In this space two weeks ago, I asked who was prepared to be the grown-up in the city’s latest spasm of transit politicking. TTC chair Karen Stintz, of course, gets the prize, for all the reasons that have been articulated on this blog and elsewhere.

Armed with Wednesday’s council compromise position, Queen’s Park must now demonstrate that it is also capable of acting like the grown-up, which, in this instance, entails absorbing all the advice it has received and making a definitive executive decision, once and for all.

The official pronouncements from Premier Dalton McGuinty and his infrastructure minister Bob Chiarelli are almost convincing, but there was still enough equivocating on the part of the latter that I am tempted to conclude that the Liberal’s fractious cabinet has yet to fully recognize their own agency in this mess.

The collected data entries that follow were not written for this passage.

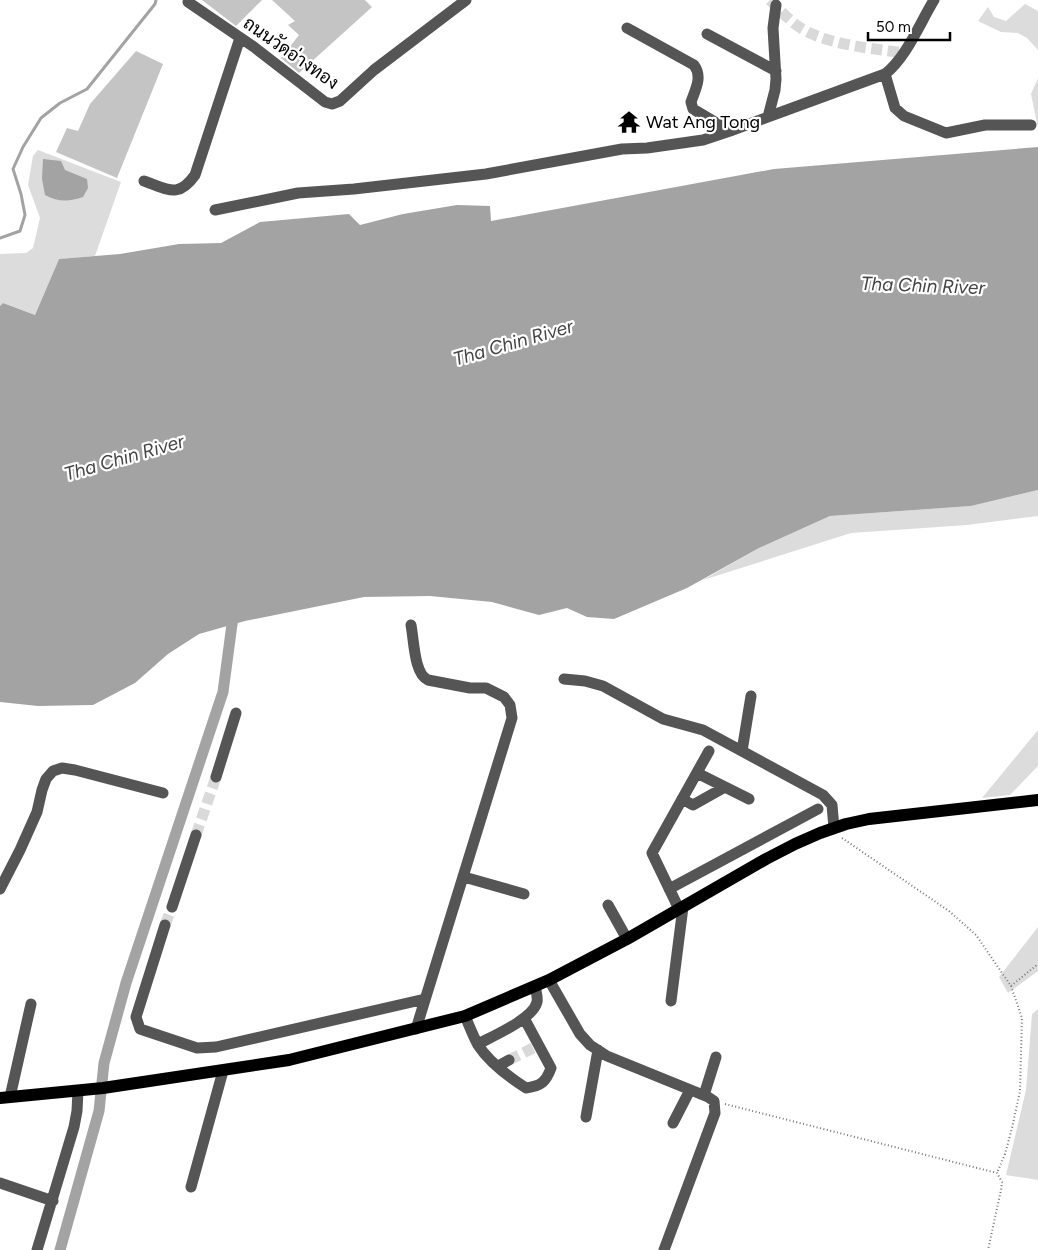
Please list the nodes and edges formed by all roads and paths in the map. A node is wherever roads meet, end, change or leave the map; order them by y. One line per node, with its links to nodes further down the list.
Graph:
1 (466, 0): 7 (street, ถนนวัดอ่างทอง)
2 (934, 0): 9 (street)
3 (188, 2): 7 (street, ถนนวัดอ่างทอง)
4 (776, 5): 8 (street)
5 (627, 28): 12 (street)
6 (707, 34): 8 (street)
7 (240, 38): 13 (street)
8 (776, 71): 10 (street)
9 (885, 74): 10 (street); 11 (street)
10 (768, 117): 12 (street)
11 (1030, 125)
12 (730, 131): 14 (street)
13 (144, 181)
14 (215, 210)
15 (411, 625): 31 (street)
16 (564, 679): 20 (street)
17 (752, 696): 20 (street)
18 (236, 713): 22 (street)
19 (709, 751): 21 (street)
20 (742, 751): 29 (street)
21 (697, 773): 23 (street); 25 (street)
22 (216, 777)
23 (725, 786): 25 (street); 26 (street)
24 (163, 793): 32 (street)
25 (682, 799): 33 (street)
26 (750, 799)
27 (1038, 800): 29 (main road)
28 (818, 810): 33 (street)
29 (837, 827): 37 (main road); 43 (path)
30 (196, 835): 36 (street)
31 (464, 877): 34 (street); 44 (street)
32 (0, 889)
33 (669, 889): 37 (street)
34 (524, 894)
35 (608, 905): 39 (street)
36 (172, 907)
37 (681, 908): 39 (main road); 45 (street)
38 (165, 925): 44 (street)
39 (627, 939): 41 (main road)
40 (1038, 964): 43 (path)
41 (549, 980): 42 (main road); 51 (street)
42 (535, 986): 47 (main road); 48 (street)
43 (1011, 986): 62 (path)
44 (426, 998): 49 (street)
45 (671, 1001)
46 (32, 1004): 58 (street)
47 (465, 1016): 49 (main road); 50 (street)
48 (524, 1018): 50 (street); 54 (street)
49 (416, 1029): 55 (main road)
50 (478, 1044): 54 (street)
51 (598, 1050): 57 (street); 60 (street)
52 (716, 1057): 59 (street)
53 (509, 1060): 54 (street)
54 (498, 1066)
55 (224, 1071): 56 (main road); 64 (street)
56 (78, 1090): 58 (main road); 65 (street)
57 (690, 1090): 59 (street); 61 (street)
58 (5, 1098)
59 (708, 1098): 62 (path); 67 (street)
60 (586, 1118)
61 (673, 1123)
62 (997, 1173): 68 (path)
63 (0, 1183): 65 (street)
64 (191, 1187)
65 (53, 1201): 66 (street)
66 (37, 1250)
67 (664, 1250)
68 (988, 1250)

On Wednesday, after the vote, Chiarelli made this statement: “I would encourage council and the mayor’s office, leave your politics at the door, come into the room and understand that the people of this city want results – shovels in the ground. It should be the transit rider first. Further prolonged debate borders on being irresponsible [italics added].” In the next breath, he said that until the Sheppard expert panel review is complete, “we will not have a complete plan.”

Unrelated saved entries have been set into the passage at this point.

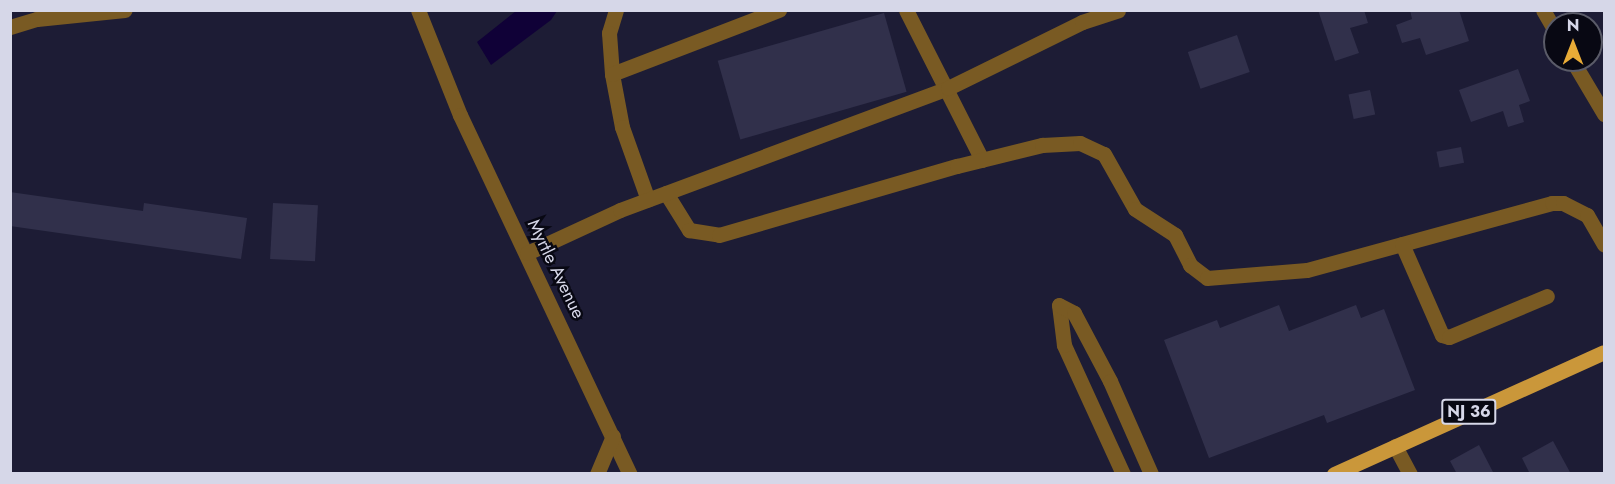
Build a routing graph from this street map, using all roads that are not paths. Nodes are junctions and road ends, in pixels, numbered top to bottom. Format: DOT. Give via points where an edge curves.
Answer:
graph roads {
  1 [pos="124,10"];
  2 [pos="418,10"];
  3 [pos="616,10"];
  4 [pos="779,10"];
  5 [pos="906,10"];
  6 [pos="1118,10"];
  7 [pos="10,27"];
  8 [pos="1579,72"];
  9 [pos="612,74"];
  10 [pos="943,90"];
  11 [pos="1605,114"];
  12 [pos="982,160"];
  13 [pos="666,193"];
  14 [pos="648,200"];
  15 [pos="1402,244"];
  16 [pos="1605,244"];
  17 [pos="527,253"];
  18 [pos="1547,296"];
  19 [pos="1605,351"];
  20 [pos="613,436"];
  21 [pos="1395,446"];
  22 [pos="597,474"];
  23 [pos="630,474"];
  24 [pos="1123,474"];
  25 [pos="1151,474"];
  26 [pos="1334,474"];
  27 [pos="1410,474"];
  1 -- 7 [label="street" via="37,19"];
  2 -- 17 [label="street, Myrtle Avenue" via="448,87"];
  3 -- 9 [label="street" via="609,33"];
  4 -- 9 [label="street"];
  5 -- 10 [label="street"];
  6 -- 10 [label="street" via="1082,22"];
  8 -- 11 [label="street"];
  9 -- 14 [label="street" via="622,128"];
  10 -- 12 [label="street"];
  10 -- 13 [label="street"];
  12 -- 13 [label="street" via="719,235 689,230"];
  12 -- 15 [label="street" via="1064,142 1095,147 1113,164 1135,209 1175,235 1190,265 1208,278 1307,270"];
  13 -- 14 [label="street"];
  14 -- 17 [label="street"];
  15 -- 16 [label="street" via="1544,204 1563,203 1587,215"];
  15 -- 18 [label="street" via="1442,335 1449,337"];
  17 -- 20 [label="street, Myrtle Avenue"];
  19 -- 21 [label="main road, NJ 36"];
  20 -- 22 [label="street"];
  20 -- 23 [label="street, Myrtle Avenue"];
  21 -- 26 [label="main road, NJ 36"];
  21 -- 27 [label="street"];
  24 -- 25 [label="street" via="1064,345 1059,305 1074,313 1110,381"];
}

My verdict: Chiarelli is guilty of…playing politics, hoping against hope that Ford will extract his feet from the quick-drying cement of his pro-subway stance and join Stintz’s coalition of the willing.

Won’t happen. Memo to the minister: The mayor has no end game.

Indeed, the Liberals, between now and the end of March, have to get their heads around the reality that Ford and a minority of council are not only off-side but plan to devote a certain amount of political energy to discrediting what the mayor rather remarkably described as council’s “irrelevant” decision. (Which raises the question: if that vote was irrelevant, what about the ones that went his way?)

Rather than bickering internally about strategies to allow the mayor to save face, the Liberal cabinet should engage itself in a much more important discussion with far more significant long-term consequences: are they genuinely prepared to now let Metrolinx do what it was set up to do five years ago, which is hoover some of the election-cycle politics out of transit investment?

We know the Liberals failed horribly at this already once, when, despite Metrolinx’s years of planning and consultation about a GTA-wide transit plan, they readily capitulated to Ford’s bullying upon taking office. Instead of negotiating the non-binding MOU that council ultimately undid last Wednesday, the Liberals last March could have simply ordered Metrolinx to conduct a cost-benefit assessment of Ford’s subway/underground LRT plan viz the $100 billion Big Move strategy, and then make the ultimate decision based on rational side-by-side comparison.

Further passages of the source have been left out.